For some on the brink of graduation, they know what’s next. Some will pursue a master’s degree or may already have a job lined up. However, I feel the most common responses to the variety of questions are either “I don’t know” or a very hopeful and tentative plan. I am of the latter option.
It’s no secret why American graduates may feel fearful of the next step, outside of the fear of the unknown. The “real world,” as it’s been called, is brutal and unforgiving. A 2024 report from Strada Education Foundation and Burning Glass Institute found that 52% of graduates end up underemployed a year after graduation. Alongside this, the Federal Reserve Bank of New York graph shows that as of June 2024, 4.5% of recent college graduates are unemployed.
For those not continuing their academic career, this is it. This is the long-awaited end to school. That idea is great until you think about the uncertainty of “what’s next?”
Schooling for the past 17-18 years of our lives has offered structure, it allows us to focus and expect something the next day. Well, we’ve run out of road. Parents can’t force us to get a professional job, nor can we pay to get one. None of us are guaranteed the expected “next step.”

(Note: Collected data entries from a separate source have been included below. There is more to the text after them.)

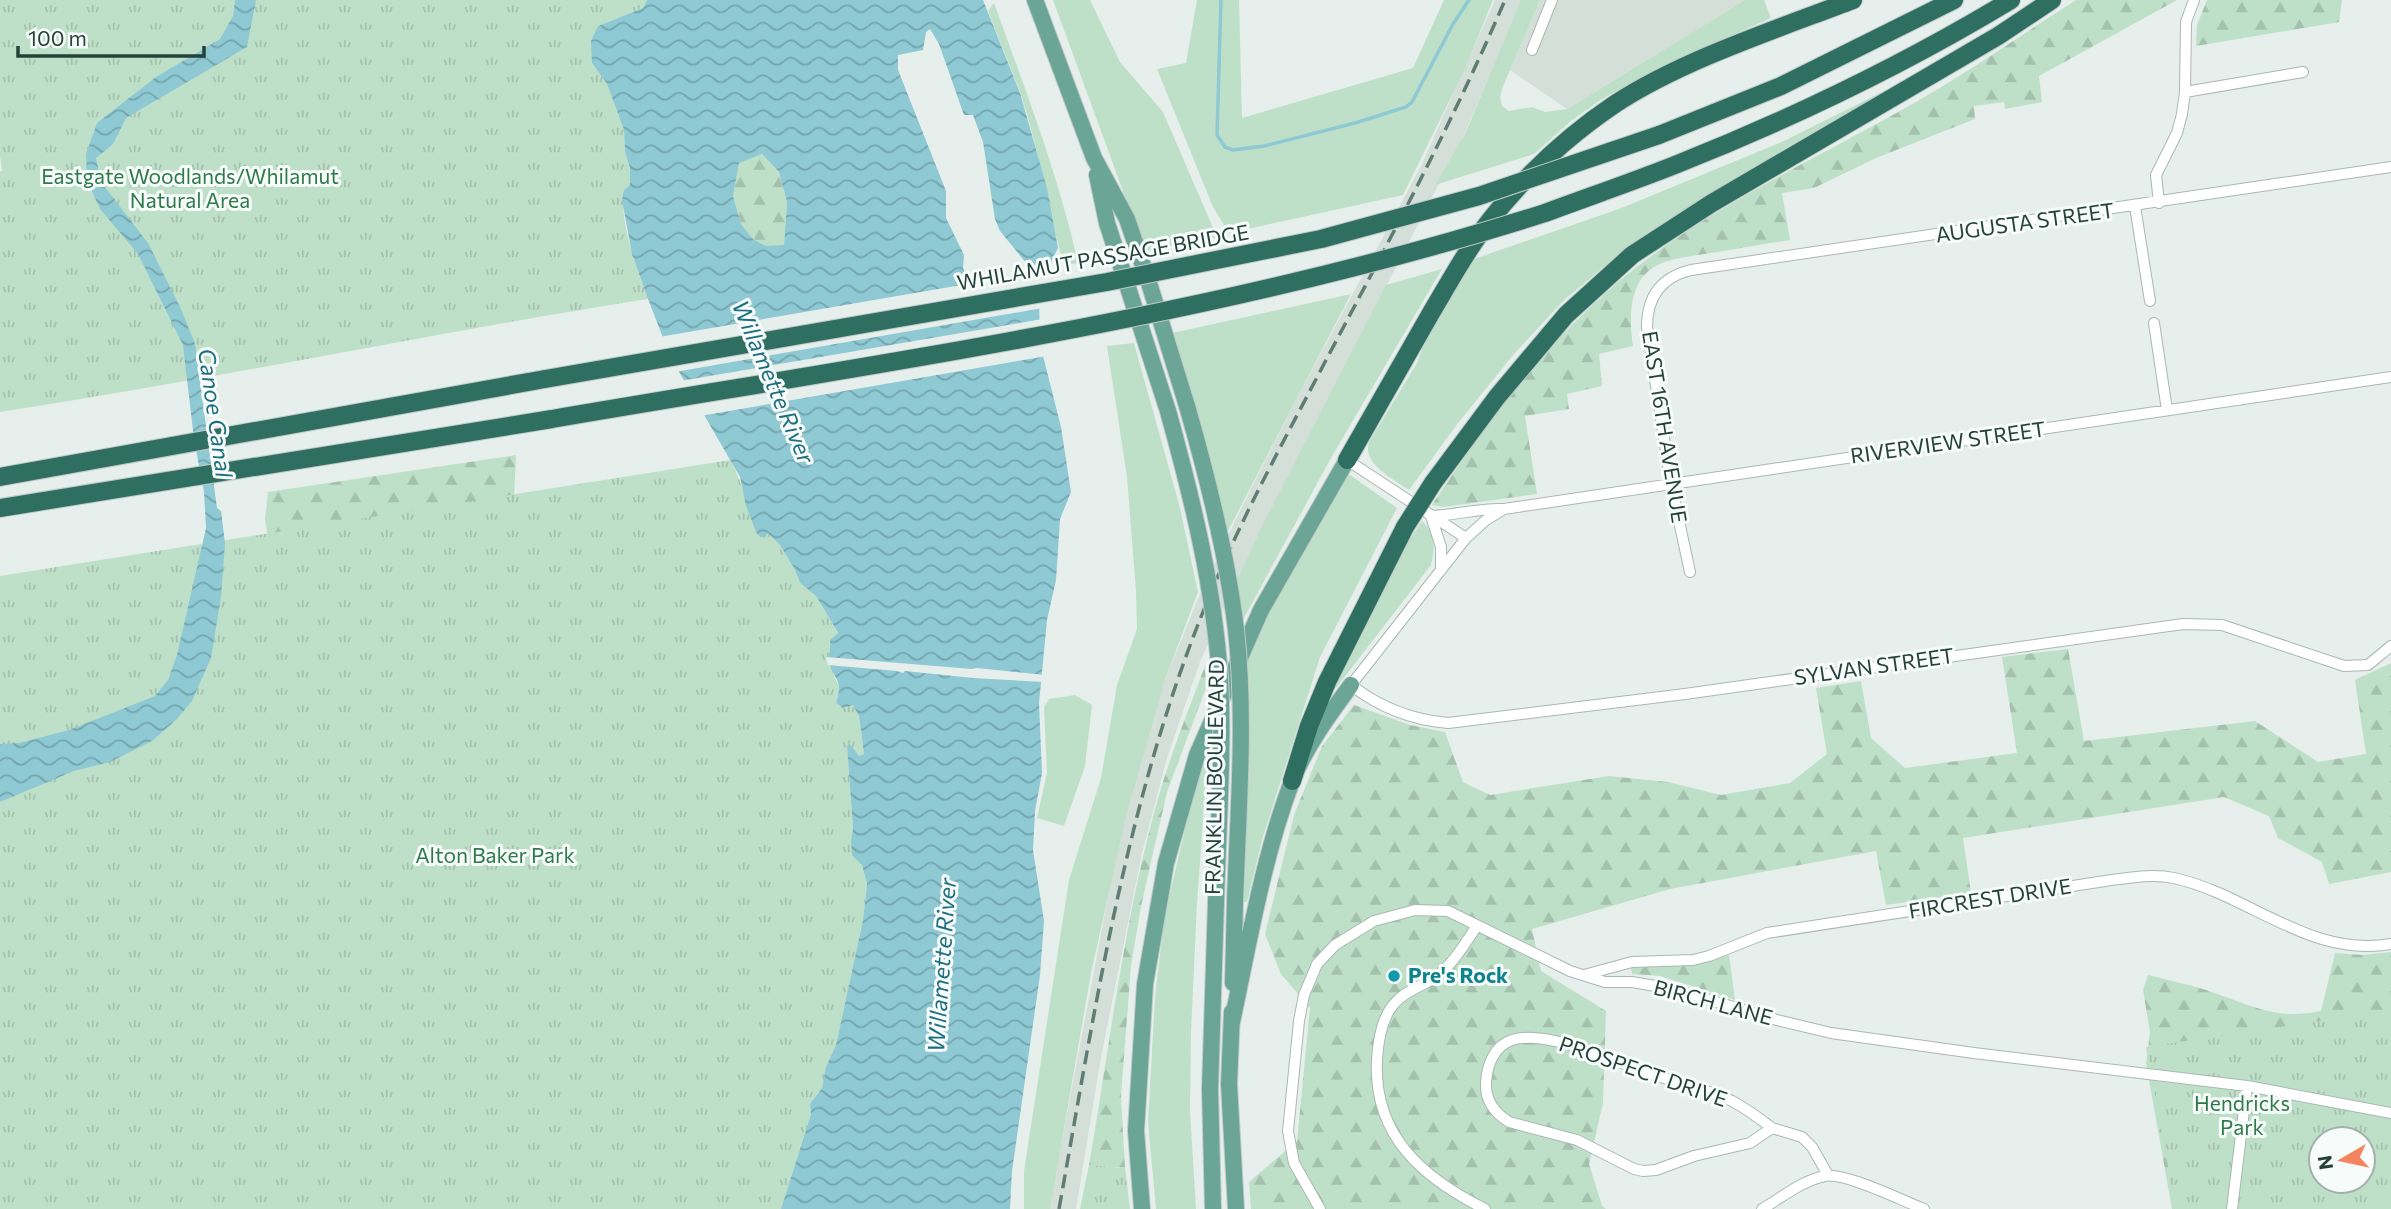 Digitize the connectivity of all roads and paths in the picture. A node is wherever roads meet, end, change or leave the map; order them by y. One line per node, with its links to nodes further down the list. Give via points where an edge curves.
1 (1035, 0): 11 (main road, FRANKLIN BOULEVARD)
2 (1552, 0): 8 (street)
3 (1853, 0): 20 (highway, via 1729,48 1652,84 1616,104 1554,153 1518,187 1462,261)
4 (1954, 0): 21 (highway, WHILAMUT PASSAGE BRIDGE, bridge, via 1781,86 1659,135 1380,224 1107,282)
5 (2011, 0): 23 (highway, bridge, via 1875,75 1676,165 1545,213 1411,254 1229,299 1052,334)
6 (2052, 0): 31 (highway, bridge, via 1632,255 1566,315 1497,397 1405,527 1327,682)
7 (2194, 0): 10 (street, via 2186,22)
8 (1532, 50)
9 (2303, 72): 10 (street)
10 (2185, 92): 13 (street, via 2177,133 2155,175)
11 (1094, 159): 35 (main road, FRANKLIN BOULEVARD, bridge, via 1126,219 1149,283 1206,474 1226,563 1236,631 1240,724); 41 (main road, FRANKLIN BOULEVARD, bridge, via 1107,223 1168,411 1195,515 1216,635 1221,728 1210,1089)
12 (2391, 167): 13 (street, AUGUSTA STREET)
13 (2159, 203): 14 (street, AUGUSTA STREET)
14 (2135, 206): 15 (street, AUGUSTA STREET, via 1692,270); 16 (street)
15 (1661, 284): 22 (street, EAST 16TH AVENUE, via 1649,304 1647,327)
16 (2150, 301)
17 (2154, 323): 19 (street)
18 (2391, 377): 19 (street, RIVERVIEW STREET)
19 (2167, 410): 22 (street, RIVERVIEW STREET)
20 (1347, 460): 25 (street); 40 (main road, via 1261,610 1196,755 1166,863 1145,984 1136,1131)
21 (0, 477)
22 (1671, 484): 24 (street, RIVERVIEW STREET); 28 (street, EAST 16TH AVENUE)
23 (0, 508)
24 (1504, 509): 25 (street, RIVERVIEW STREET); 26 (street, RIVERVIEW STREET)
25 (1431, 516): 26 (street); 27 (street, via 1441,547)
26 (1466, 538): 27 (street, RIVERVIEW STREET)
27 (1441, 570): 30 (street, RIVERVIEW STREET)
28 (1690, 572)
29 (2391, 646): 30 (street, SYLVAN STREET, via 2368,665 2344,666 2222,625 2183,624 1448,723 1395,710 1368,699)
30 (1351, 685): 31 (main road)
31 (1293, 780): 35 (main road, via 1263,884)
32 (1477, 926): 34 (street, BIRCH LANE); 43 (street, BIRCH LANE, via 1448,911 1398,914 1352,933 1317,964 1299,1021 1288,1131 1294,1163); 44 (street, via 1446,968 1391,1007 1381,1031 1377,1090 1387,1122 1406,1152 1443,1185)
33 (2391, 944): 34 (street, FIRCREST DRIVE, via 2334,944 2225,896 2154,876 1767,933 1693,960 1625,963)
34 (1583, 975): 36 (street, BIRCH LANE, via 1605,982 1674,989 1777,1020 1866,1039)
35 (1232, 1022): 42 (main road, FRANKLIN BOULEVARD, via 1229,1084)
36 (2247, 1086): 37 (street, BIRCH LANE); 47 (street)
37 (2391, 1113)
38 (1772, 1128): 38 (street, PROSPECT DRIVE, via 1750,1111 1712,1093 1569,1044 1510,1040 1500,1045 1489,1065 1487,1093 1500,1116 1577,1140 1634,1170 1656,1170 1750,1143); 39 (street, PROSPECT DRIVE, via 1802,1138)
39 (1828, 1175): 45 (street); 46 (street)
40 (1142, 1209)
41 (1213, 1209)
42 (1236, 1209)
43 (1320, 1209)
44 (1485, 1209)
45 (1762, 1209)
46 (1924, 1209)
47 (2232, 1209) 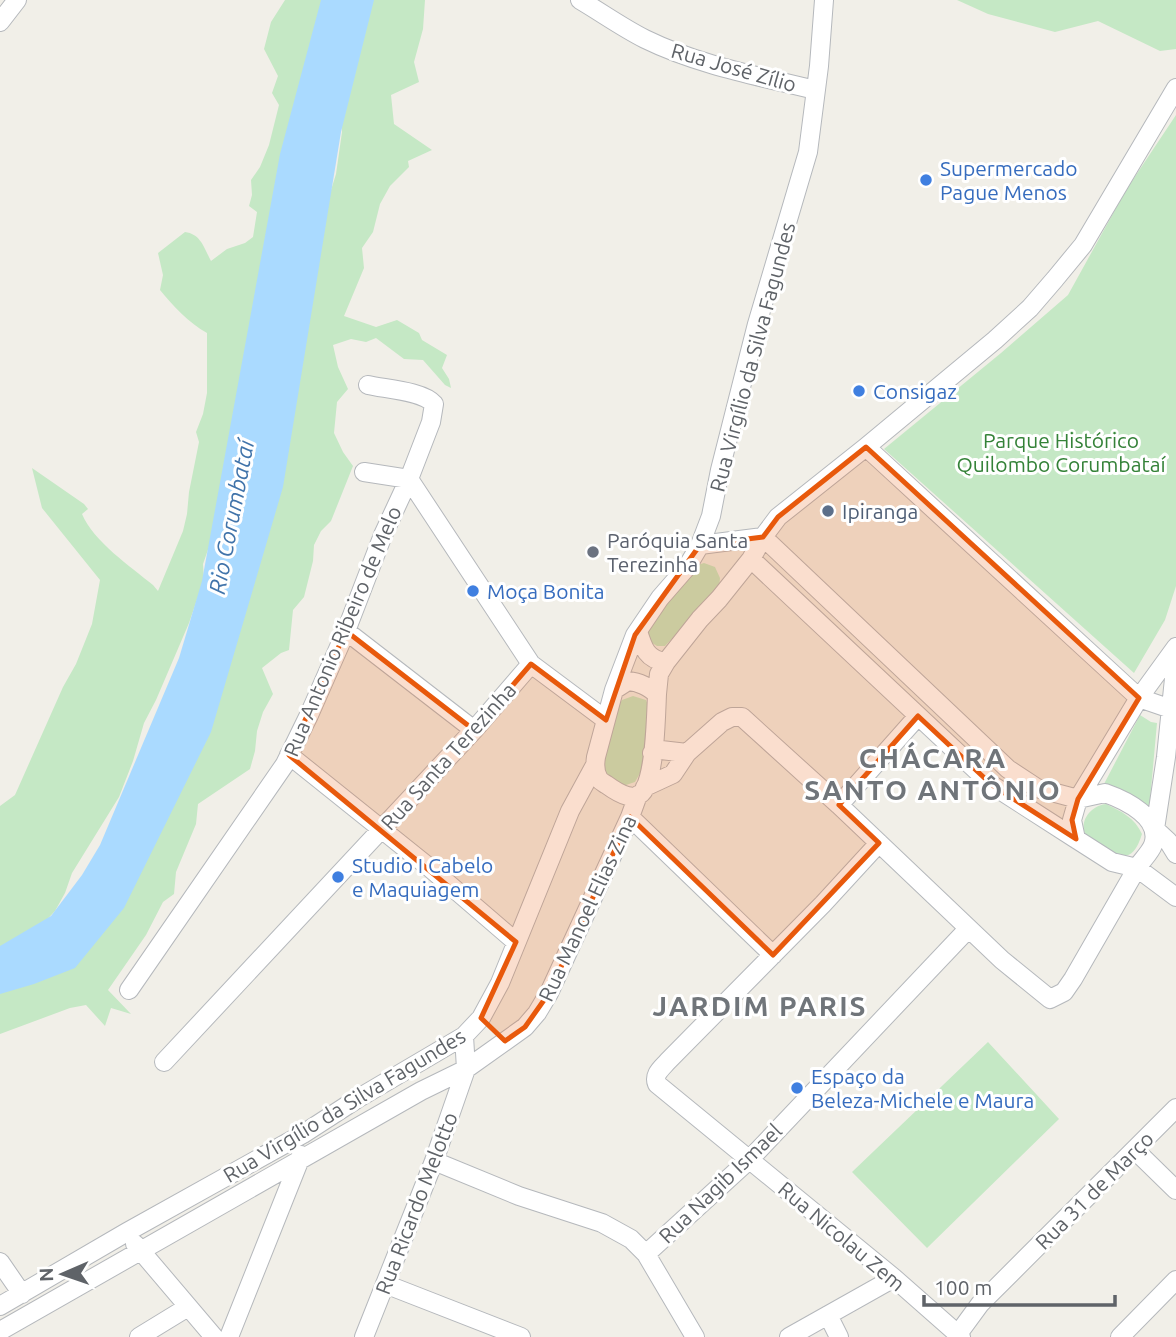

For those coming into their final year with the end in sight, how does one cope with the fear and dread that sits at the end? The absolute uncertainty that we soon-to-be graduates, who have put considerable amounts of time and money into a college degree, could end up underemployed or worse is looming.
As I sit here writing this, I struggle for a definitive answer on how to combat these fears. Writing “have a positive mindset and hope for the best” feels like a total cop-out and a total invalidation of my own and others’ feelings of worry. Neither saying it nor writing it feels realistic in any sense because here’s what I know:
Millions of Americans have graduated, and I’m sure many are disappointed with how things panned out. Maybe they didn’t get the job they wanted. Or, maybe, a million different things curtailed their dreams of being who they wanted to be. That really sucks. But maybe at the end of the day, at the root of this fear that we carry sits disappointment.
There’s a natural fear of disappointment in all of us. No parent or child wants to disappoint each other. No one wants to disappoint themselves. It hurts. To spend nearly all of our young lives on education just for it to produce nothing would be soul-crushing. Alas, we must prepare for potential disappointment, and that’s where I think the silver lining lies in not succeeding.
You’re a student who just spent perhaps thousands of dollars on studying something you’re passionate about. You graduate and can’t find somewhere or something that your heart was set on. What do you do? Do you slink away into whatever pays the bills? Or do you keep fighting? Keep pushing on what you felt was the right decision. The silver lining in disappointment is opportunity.
Every day, I wonder if I’ll find what I want to do after I get handed a degree in May. It’s a foreboding thought inked into my brain. However, there are few guarantees in life, and none deal with automatic success.
There are nine months until that day when we walk across that stage. I suggest to myself and anyone who relates to the feelings I’ve expressed to keep pushing in the meantime. We’ll never know what the future holds until that “what’s next?” moment stands before us. The fight might not be done at the end of your current era, but it may just end up being the end to the beginning.